Relishing their growth: 3-year grant planted seeds for success for local food programs
By RICHIE DAVIS
Wednesday, August 19, 2015
(Published in print: Thursday, August 20, 2015)
GREENFIELD — A three-year, $284,000 federal grant has yielded a bumper crop of results, agreed all four recipients of the community food program that the money funded.
State and federal officials who gathered Wednesday at Just Roots Community Farm and the Western Massachusetts Food Processing Center got to see some of the high-school farm workers hired for the summer, sampled some Valley Chili and Asparagus Leek Rice soups the farm plans to begin canning at the processing center as an outgrowth of the effort, and heard about Greenfield Community College’s Farm and Food Systems program.
All were supported by the “Growing Together” U.S. Department of Agriculture grant.
Franklin County Community Development Corp., along with Just Roots, GCC and the Franklin-Hampshire Regional Employment Board, won the top-scoring grant to equip CDC’s Greenfield commercial kitchen with a freezer that could help quadruple its space for storing frozen produce from local farms and get more of that food into area schools while also training area students not only about how to grow food, but also how to use sustainable agricultural practices to literally feed the community.
The grant, with $105,000 going to Just Roots to hire a full-time farmer as its town-owned farm was getting started and $65,000 going to the CDC for the food processing center, helped plant the seed for other critical grants and loans, such as a new freezer that will help in storage of up to a quarter-million pounds of local vegetables and fruits for schools, hospitals and other institutions, said CDC Executive Director John Waite. A building to house that three-pallet-high freezer is planned for construction this fall at the Wells Street center, so it doesn’t have to use a commercial freezer in Westfield.
“Part of what we want to do is get more people to use our center and sell our vegetables,” said Waite, “having four collaborators helping with the promotion and education, plus many other partners, doing it. And it helped also leverage other funding, with a USDA Rural Development loan for $250,000 for a freezing operation. The funding leveraged overall has been federal, state, local, private and public. What started out as a $300,000 grant has really multiplied.”

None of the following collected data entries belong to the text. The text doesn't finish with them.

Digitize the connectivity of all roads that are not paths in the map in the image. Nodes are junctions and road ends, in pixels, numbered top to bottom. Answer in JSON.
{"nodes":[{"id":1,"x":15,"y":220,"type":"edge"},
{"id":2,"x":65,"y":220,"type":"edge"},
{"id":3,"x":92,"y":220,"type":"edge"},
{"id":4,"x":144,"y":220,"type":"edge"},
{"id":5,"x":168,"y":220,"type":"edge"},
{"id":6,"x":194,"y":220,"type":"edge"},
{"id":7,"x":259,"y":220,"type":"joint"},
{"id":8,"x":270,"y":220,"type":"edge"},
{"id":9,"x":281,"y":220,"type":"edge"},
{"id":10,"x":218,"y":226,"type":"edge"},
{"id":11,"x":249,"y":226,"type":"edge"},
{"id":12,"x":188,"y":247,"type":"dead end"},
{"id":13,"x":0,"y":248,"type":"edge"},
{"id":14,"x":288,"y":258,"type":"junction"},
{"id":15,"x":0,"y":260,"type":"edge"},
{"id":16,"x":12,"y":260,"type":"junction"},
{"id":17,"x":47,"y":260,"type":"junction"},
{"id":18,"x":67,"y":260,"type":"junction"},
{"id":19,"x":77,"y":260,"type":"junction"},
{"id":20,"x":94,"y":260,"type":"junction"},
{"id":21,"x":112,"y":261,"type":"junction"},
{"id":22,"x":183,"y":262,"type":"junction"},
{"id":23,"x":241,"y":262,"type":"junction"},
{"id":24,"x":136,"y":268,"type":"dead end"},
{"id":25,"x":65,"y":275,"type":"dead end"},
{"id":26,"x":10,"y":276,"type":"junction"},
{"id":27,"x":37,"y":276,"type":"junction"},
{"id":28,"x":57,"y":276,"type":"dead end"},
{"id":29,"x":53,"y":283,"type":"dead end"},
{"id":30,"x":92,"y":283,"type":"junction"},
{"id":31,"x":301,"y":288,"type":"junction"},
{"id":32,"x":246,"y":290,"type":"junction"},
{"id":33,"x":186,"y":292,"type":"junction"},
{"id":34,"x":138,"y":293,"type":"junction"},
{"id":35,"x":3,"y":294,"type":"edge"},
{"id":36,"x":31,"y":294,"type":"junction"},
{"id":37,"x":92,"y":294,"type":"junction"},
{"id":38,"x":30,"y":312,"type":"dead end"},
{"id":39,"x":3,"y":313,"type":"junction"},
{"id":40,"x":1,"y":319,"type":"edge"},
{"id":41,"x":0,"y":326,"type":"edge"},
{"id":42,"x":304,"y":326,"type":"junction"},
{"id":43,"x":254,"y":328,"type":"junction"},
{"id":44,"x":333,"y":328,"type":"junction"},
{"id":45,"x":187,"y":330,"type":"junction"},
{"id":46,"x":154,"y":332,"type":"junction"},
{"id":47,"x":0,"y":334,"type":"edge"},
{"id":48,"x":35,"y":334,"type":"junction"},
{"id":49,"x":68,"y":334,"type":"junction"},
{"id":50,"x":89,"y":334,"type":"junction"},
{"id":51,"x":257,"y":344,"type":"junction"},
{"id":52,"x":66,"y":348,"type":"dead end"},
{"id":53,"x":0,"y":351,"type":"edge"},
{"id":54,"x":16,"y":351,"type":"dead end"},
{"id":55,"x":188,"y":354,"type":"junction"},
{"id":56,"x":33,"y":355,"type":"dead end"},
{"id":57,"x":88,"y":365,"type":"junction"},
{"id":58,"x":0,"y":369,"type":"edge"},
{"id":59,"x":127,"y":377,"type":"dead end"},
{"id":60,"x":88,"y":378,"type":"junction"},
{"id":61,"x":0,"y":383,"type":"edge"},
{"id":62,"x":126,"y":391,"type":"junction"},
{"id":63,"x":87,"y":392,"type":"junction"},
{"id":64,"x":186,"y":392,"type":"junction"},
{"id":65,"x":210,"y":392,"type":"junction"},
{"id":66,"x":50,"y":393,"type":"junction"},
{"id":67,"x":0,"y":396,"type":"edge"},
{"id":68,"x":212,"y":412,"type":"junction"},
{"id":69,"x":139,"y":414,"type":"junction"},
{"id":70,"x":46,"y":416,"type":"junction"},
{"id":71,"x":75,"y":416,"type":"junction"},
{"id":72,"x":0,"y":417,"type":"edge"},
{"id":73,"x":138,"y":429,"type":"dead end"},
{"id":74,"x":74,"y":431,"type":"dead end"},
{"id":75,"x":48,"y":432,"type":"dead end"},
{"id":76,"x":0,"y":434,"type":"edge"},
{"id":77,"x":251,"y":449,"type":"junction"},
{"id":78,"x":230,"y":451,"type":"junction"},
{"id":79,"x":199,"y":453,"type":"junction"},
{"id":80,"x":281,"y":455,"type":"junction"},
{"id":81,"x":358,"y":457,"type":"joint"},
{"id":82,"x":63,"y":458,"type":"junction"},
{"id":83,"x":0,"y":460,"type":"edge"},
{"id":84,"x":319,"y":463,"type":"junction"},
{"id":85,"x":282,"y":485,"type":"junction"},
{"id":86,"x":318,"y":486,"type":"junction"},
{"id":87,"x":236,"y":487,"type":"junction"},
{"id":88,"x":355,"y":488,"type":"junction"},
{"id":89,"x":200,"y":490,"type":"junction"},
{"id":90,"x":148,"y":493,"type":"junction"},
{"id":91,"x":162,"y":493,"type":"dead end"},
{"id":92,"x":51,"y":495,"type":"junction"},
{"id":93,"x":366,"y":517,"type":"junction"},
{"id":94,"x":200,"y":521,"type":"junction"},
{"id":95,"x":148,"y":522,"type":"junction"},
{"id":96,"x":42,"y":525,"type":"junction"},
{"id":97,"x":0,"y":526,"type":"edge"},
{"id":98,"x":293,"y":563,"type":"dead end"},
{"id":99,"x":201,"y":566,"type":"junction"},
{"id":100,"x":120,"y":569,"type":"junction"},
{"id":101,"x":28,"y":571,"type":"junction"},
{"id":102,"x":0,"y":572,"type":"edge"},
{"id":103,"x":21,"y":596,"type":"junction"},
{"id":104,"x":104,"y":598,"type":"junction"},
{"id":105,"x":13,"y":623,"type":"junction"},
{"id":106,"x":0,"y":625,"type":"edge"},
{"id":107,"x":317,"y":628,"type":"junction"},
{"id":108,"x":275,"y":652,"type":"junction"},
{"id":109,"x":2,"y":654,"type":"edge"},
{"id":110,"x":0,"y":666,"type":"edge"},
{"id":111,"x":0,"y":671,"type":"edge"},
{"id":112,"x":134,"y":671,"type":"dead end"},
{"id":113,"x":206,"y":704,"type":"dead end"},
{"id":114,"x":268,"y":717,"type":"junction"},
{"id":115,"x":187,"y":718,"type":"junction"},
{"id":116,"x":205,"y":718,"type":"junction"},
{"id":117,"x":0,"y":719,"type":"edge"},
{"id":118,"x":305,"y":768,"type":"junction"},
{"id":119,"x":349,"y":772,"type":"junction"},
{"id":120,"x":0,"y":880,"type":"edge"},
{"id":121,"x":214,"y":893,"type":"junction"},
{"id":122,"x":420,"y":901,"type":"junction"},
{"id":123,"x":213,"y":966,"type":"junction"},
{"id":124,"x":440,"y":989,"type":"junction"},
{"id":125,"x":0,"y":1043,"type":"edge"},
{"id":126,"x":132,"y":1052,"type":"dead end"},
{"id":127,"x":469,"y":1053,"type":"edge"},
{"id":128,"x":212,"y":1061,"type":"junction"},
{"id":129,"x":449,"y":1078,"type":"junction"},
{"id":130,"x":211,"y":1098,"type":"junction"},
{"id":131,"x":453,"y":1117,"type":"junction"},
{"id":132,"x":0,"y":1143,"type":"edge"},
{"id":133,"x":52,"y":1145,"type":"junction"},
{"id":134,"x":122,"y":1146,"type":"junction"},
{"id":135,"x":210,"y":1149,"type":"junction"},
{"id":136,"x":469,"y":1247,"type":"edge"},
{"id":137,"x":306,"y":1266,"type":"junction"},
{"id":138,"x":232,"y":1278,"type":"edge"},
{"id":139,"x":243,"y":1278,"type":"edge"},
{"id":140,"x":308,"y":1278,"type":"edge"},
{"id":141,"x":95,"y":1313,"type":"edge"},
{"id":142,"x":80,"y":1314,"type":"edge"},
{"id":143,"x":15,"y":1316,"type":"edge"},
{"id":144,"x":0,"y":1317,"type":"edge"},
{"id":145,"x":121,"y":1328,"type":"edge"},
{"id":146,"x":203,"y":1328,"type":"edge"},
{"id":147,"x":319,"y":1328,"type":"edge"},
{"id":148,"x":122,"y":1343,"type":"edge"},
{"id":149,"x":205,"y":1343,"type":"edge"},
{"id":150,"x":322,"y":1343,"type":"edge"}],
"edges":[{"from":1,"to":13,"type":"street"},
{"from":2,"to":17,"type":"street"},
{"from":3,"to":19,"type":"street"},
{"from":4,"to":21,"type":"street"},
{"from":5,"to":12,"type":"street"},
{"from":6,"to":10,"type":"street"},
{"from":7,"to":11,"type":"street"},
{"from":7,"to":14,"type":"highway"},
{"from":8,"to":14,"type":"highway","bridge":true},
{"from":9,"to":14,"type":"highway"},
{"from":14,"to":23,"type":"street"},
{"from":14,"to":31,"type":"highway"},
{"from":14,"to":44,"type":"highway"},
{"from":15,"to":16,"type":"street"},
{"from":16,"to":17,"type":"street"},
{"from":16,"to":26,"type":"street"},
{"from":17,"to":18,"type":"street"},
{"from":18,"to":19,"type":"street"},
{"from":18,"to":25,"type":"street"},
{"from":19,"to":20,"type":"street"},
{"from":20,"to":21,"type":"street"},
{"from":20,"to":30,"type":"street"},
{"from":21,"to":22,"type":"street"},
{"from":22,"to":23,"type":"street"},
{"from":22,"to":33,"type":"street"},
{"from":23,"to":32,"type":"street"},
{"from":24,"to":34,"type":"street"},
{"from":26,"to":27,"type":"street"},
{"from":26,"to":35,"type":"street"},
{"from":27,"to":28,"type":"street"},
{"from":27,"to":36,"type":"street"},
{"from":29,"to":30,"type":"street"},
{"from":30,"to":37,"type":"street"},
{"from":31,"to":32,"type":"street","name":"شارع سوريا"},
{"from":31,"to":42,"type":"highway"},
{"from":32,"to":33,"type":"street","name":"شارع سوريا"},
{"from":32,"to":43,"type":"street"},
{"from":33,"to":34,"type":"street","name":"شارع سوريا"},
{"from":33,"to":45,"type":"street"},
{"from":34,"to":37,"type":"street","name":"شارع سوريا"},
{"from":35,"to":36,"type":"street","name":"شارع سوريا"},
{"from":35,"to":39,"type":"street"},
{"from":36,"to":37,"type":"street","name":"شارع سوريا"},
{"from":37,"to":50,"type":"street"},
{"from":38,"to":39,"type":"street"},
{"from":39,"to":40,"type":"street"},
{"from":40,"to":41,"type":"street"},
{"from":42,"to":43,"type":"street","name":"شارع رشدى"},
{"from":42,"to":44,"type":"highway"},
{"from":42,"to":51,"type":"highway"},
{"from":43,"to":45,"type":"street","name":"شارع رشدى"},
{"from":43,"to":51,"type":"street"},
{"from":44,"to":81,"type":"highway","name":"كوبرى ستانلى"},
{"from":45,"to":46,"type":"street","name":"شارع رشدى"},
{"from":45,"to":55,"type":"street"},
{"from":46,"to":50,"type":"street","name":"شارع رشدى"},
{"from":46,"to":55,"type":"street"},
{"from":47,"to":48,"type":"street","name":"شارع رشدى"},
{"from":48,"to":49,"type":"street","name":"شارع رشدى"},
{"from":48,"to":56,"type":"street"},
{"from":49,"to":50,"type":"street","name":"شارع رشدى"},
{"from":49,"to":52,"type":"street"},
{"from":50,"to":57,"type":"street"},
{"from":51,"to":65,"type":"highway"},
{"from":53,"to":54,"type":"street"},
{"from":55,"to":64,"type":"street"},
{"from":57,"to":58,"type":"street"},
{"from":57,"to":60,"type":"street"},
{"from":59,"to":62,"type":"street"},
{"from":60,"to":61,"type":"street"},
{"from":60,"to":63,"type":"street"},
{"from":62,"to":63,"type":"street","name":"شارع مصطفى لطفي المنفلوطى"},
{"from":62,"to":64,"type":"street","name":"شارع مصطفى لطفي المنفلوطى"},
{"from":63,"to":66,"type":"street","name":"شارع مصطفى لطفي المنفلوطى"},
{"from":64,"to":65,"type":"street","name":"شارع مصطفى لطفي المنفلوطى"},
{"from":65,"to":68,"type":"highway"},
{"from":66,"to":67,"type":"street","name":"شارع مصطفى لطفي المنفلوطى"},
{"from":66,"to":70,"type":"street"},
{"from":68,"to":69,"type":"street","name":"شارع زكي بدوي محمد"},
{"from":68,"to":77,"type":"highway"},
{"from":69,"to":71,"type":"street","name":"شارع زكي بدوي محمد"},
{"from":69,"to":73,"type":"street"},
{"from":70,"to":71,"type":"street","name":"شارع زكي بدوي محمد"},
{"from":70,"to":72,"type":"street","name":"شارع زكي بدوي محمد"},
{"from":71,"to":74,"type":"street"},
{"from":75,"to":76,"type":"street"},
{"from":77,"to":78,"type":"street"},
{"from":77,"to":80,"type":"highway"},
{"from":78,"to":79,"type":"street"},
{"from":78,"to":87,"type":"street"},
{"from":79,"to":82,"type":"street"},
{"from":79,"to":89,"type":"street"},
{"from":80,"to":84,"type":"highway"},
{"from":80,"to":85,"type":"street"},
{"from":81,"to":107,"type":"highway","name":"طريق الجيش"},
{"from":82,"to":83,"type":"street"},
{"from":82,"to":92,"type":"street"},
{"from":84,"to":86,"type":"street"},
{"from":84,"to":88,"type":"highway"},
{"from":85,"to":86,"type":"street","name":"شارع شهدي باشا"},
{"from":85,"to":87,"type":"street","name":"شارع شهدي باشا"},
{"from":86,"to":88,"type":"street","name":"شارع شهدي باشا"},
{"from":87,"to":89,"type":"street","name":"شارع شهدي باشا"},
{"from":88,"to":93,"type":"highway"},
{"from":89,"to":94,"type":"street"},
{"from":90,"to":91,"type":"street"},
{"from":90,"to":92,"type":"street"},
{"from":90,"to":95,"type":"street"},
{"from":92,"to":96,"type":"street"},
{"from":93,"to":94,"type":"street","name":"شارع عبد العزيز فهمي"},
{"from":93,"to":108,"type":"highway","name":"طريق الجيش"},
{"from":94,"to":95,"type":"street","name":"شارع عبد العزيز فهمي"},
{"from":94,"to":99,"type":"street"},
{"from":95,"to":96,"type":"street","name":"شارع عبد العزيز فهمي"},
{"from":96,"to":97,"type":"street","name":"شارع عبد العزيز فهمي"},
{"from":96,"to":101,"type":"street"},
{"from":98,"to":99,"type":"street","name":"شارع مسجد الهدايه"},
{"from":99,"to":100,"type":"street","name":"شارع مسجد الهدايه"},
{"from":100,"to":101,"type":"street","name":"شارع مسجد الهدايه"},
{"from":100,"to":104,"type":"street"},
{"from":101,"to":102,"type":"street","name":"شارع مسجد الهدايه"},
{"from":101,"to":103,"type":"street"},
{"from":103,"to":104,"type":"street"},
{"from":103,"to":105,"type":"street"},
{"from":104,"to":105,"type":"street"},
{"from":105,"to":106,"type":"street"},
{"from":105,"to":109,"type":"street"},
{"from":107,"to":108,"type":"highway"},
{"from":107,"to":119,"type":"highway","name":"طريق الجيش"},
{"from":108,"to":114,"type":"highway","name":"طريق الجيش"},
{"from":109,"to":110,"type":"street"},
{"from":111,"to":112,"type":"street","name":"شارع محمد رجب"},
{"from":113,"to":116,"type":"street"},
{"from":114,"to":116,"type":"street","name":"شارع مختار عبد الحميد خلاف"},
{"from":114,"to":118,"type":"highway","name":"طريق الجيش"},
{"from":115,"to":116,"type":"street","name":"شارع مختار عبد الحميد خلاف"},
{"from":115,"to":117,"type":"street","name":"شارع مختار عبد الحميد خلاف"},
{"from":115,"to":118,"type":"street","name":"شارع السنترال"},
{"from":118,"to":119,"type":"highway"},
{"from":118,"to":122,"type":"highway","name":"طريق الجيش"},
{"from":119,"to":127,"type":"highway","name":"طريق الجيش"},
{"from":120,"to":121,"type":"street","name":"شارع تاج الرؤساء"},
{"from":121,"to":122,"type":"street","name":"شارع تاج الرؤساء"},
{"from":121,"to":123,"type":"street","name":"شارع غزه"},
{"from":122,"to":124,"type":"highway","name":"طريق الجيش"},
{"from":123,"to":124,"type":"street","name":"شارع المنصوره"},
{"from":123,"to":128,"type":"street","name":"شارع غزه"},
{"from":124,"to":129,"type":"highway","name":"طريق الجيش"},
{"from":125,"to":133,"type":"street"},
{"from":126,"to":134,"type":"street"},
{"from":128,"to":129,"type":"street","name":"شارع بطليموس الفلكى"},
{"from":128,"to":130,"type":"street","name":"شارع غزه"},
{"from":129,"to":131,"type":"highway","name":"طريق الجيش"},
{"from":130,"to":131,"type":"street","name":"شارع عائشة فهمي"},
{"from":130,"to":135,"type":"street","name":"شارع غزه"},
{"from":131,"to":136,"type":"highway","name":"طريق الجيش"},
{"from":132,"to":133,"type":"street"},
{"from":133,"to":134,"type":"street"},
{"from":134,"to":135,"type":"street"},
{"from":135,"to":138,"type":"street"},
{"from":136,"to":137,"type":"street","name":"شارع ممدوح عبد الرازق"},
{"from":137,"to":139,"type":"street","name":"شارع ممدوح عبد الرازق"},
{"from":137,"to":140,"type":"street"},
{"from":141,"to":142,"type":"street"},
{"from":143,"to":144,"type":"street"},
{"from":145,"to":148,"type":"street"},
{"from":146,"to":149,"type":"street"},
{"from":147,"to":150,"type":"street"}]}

At the same time, the collaborative project has helped spawn a partnership between GCC and the Franklin County House of Correction and helped the CDC work to get more local food into area schools, Waite said.
The food processing center — where state Reps. Paul Mark, D-Peru, and Susannah Whipps Lee, R-Athol, and USDA and state officials saw a six-member crew making and packing Sunderland-based “Relish the Harvest” zucchini relish Wednesday — has already frozen this season’s strawberries and blueberries, and has been working on tomatoes and peaches for schools, hospitals and commercial buyers.
Through the grant, GCC food-system students have mentored high-schoolers at the farm, who have come from Greenfield, Gill, Turners Falls, Northfield and beyond, said Donna Dusell of the regional employment board.
Just Roots and the CDC are gearing up to begin producing “Just Soups” next week for an over-winter farm-share program as well as for sale at retail outlets and institutions, with help from a grant from Baystate Health Systems.
Nearly 70 percent of the Greenfield farm’s 160 Community Supported Agriculture shares are subsidized, said Just Roots Director Jessica Van Steenburg.
“These are people who never even thought about being part of a CSA,” she said. “The point of the freezer is to keep our food local year-round and extend our season. This is allowing people to have easy food that’s already made. It’s healthy and it’s got local food in it, so you’re continuing on with your habit, helping to increase your local vegetable intake over the winter months.”
She added, “Surely our organizations have grown together and our community has grown together as the result of our work and partnership.
The grant, Van Steenburg added, helped provide a “liveable wage” for a farmer, laying the groundwork for putting the former “town poor farm” back to community use.
Sandy Thomas, who has worked with GCC and now the University of Massachusetts to develop agricultural education programs, said that as a longtime Greenfield resident, “The collaboration that’s happened — the actual growing together — makes me feel so blessed to live here. … It’s just stunning.”
Scott Soares, who was state agriculture commissioner when the grant was announced and recently became state director of USDA Rural Development, called the level of collaboration in the grant program “fantastic. It epitomizes the opportunities that partnerships bring to really cultivate broad-scale economic development in rural communities.
He said his agency, which helped build the Food Processing Center 15 years ago, looks forward to helping the local food initiatives as they move forward.
Waite said he expects that through the Franklin County Food Council that was also created with the grant, he expects the collaborators might apply next year for a second phase of the work that it helped initiate.